KRAS is a gene commonly found to be mutated in several different types of cancer. It is activated through the dimerization of a receptor tyrosine kinase in response to growth factors, and causes the cell to upregulate glucose intake. KRAS is typically mutated to be constitutively active in cancer patients.

How might the constitutive activation of KRAS aid in the development of a tumorigenic state in a cell?
What would be the effect on a cell if only one copy of the KRAS protein was mutated? Both copies?
Which of the two classes of cancer-related genes is KRAS? How can you tell?

Answer 25

1) by increasing glucose intake into a cell, this will provide the cell wtih an abundance of energy to grow and divide, which a cancer cell needs

2) If only one copy of the KRAS protein is mutated it will still upregulate glucose intake. This is a gain-of-function mutation, and usually is dominant, and only requires one copy of the gene to cause the phenotype, which in this case commonly results in cancer. If both copies were mutated the effect would likely be a bit stronger, but not markedly different.

3) This is a proto-oncogene. It does not inhibit cancer, but when its activity is increased it can cause cancer (as an oncogene)

Question 26

One of the hallmarks of cancer discussed in class is a cancer cells ability to replicate seemingly endlessly. In these cells, telomerase is typically upregulated.

What is the function of telomerase?
How does this aid in multiple cell divisions, and ultimately a tumorigenic state?

Answer 26

a) telomerase maintains the telomeres at the end of the chromosomes. The telomeres shorten each time a cell divides and when the telomeres get too short, the cell stops dividing. Telomerase keeps the telomeres from shortening too much.

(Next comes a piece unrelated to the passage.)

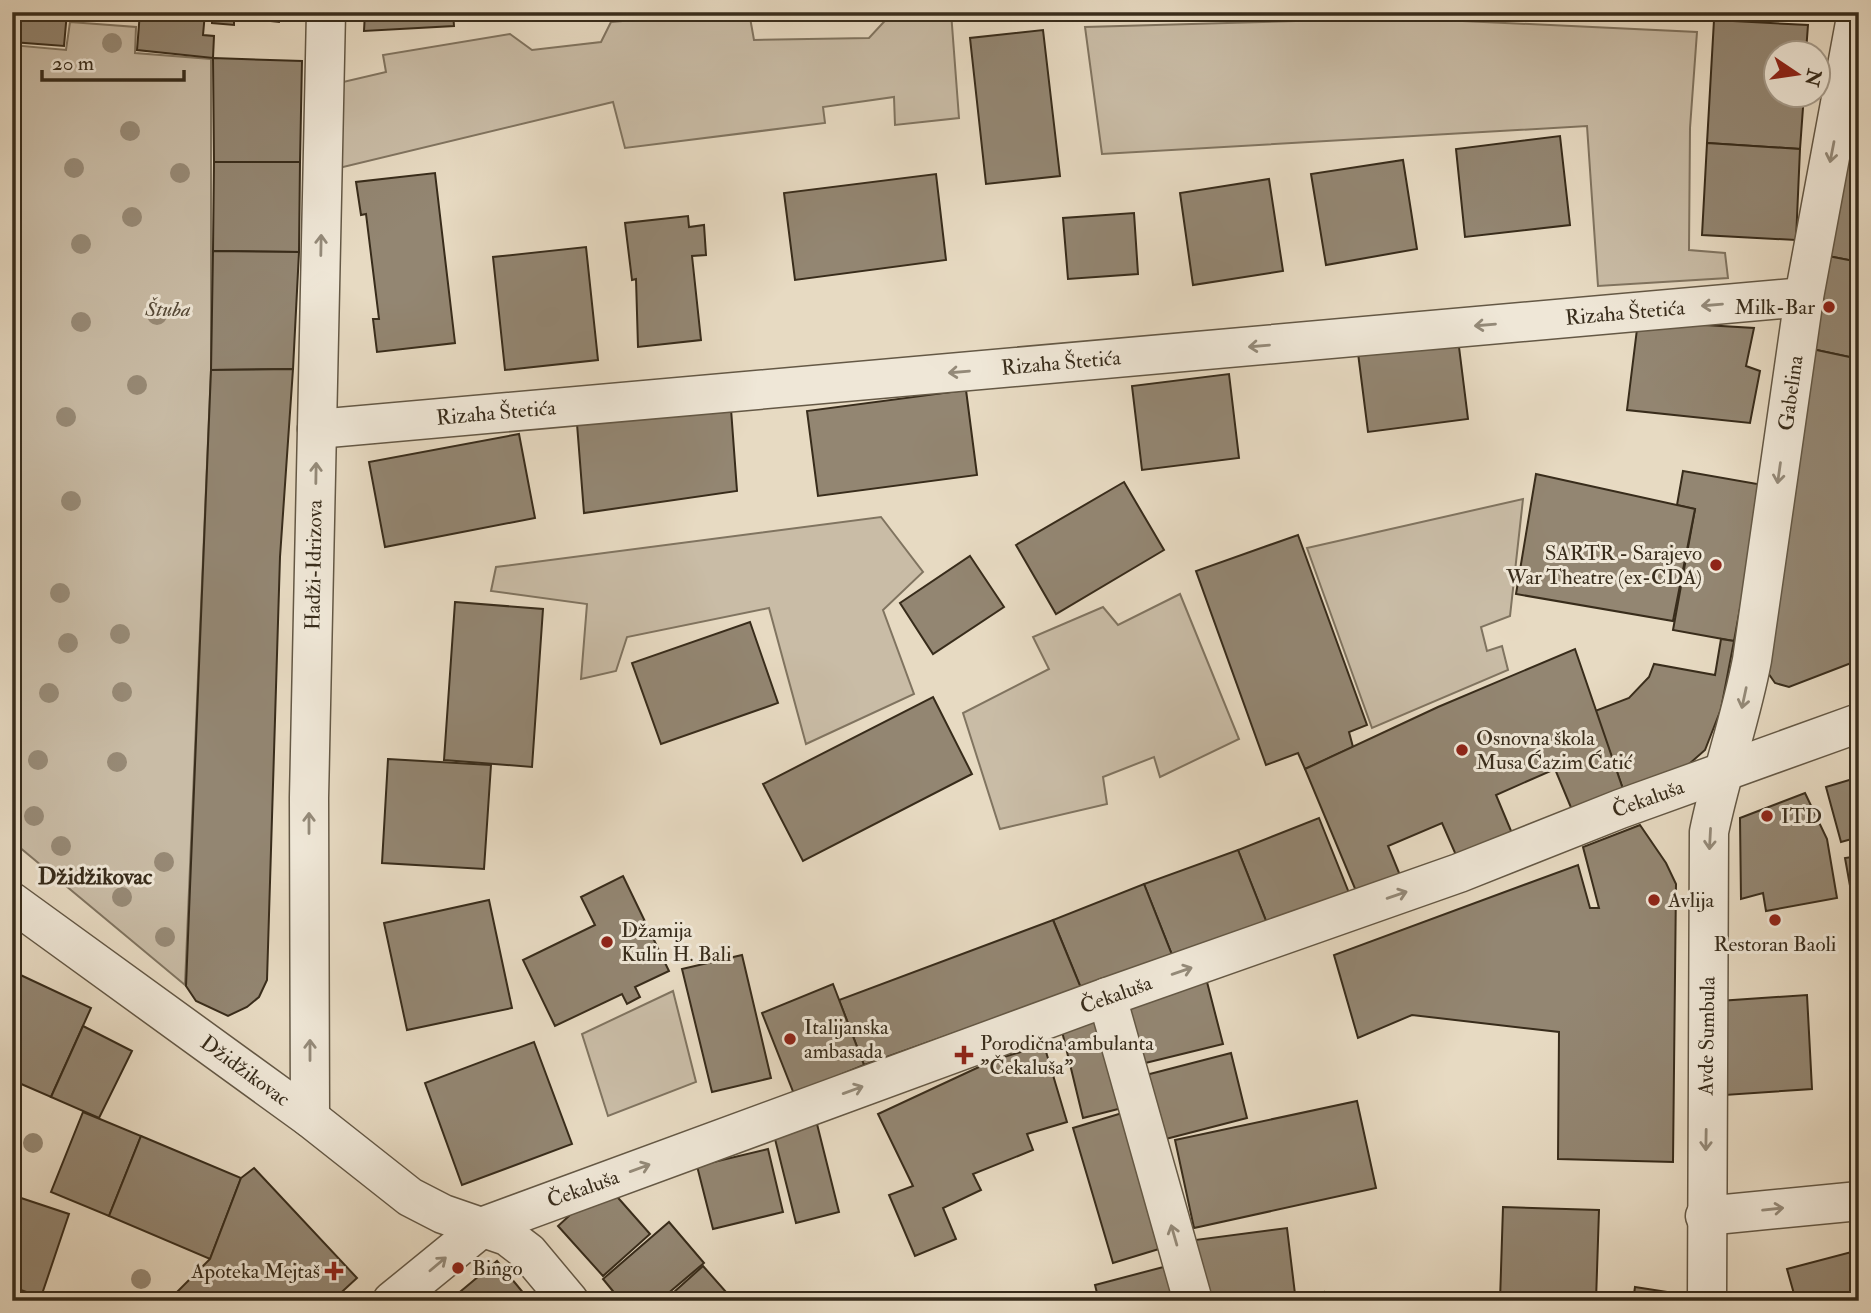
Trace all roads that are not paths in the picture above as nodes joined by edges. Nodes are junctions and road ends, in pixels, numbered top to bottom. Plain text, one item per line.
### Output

b) Upregulated telomerase allows cells to divide more times before they stop dividing and die. This allows the cancer to grow much more and divide many more times than a cell normally would be able to, increasing the likelihood of cancer.

Question 27

Many chemotherapeutic drugs are not only toxic to cancer cells, but can actually make the patient very sick due to large scale death of healthy tissue as well. Why do you think it is so difficult to directly target cancer cells while avoiding healthy cells?

Answer 27

Many aspects of cancer cells are identical to normal healthy cells. While there are sometimes single dramatic mutations that differentiate them from healthy tissue, cancer is most often caused by normal cell processes that are expressing themselves at inappropriate times and locations. Or, alternatively, an accumulation of mutations that alone would not cause an issue, but together cause uncontrolled cell growth. Is it thus very difficult to target only the cancer cells in a body, as many of the targeted proteins are also present in normal healthy cells, just in different quantities.

Question 28

What is a checkpoint blocker and how does this type of therapy work? Why is it most successful against cancers with high mutation burdens?

Answer 28

Checkpoint inhibitors physically block CTLA4 of PD-1/PDL-1, which provides feedback to the T-cells and prevents an unregulated immune response. When cancer cells bind to either of these proteins, it downregulates T-cell activity, allowing the cancer cells to grow unchecked by the immune system. The checkpoint inhibitors, which are often antibodies, block this interaction and allow the T-cells to proceed as normal, identifying the cancer cells and killing them.

These checkpoint blockers work best against cancers with high mutation rates because those ones are more likely to be recognized as tumor cells by the immune system. A cancer cell with only one mutation is much less likely to be recognized as abnormal.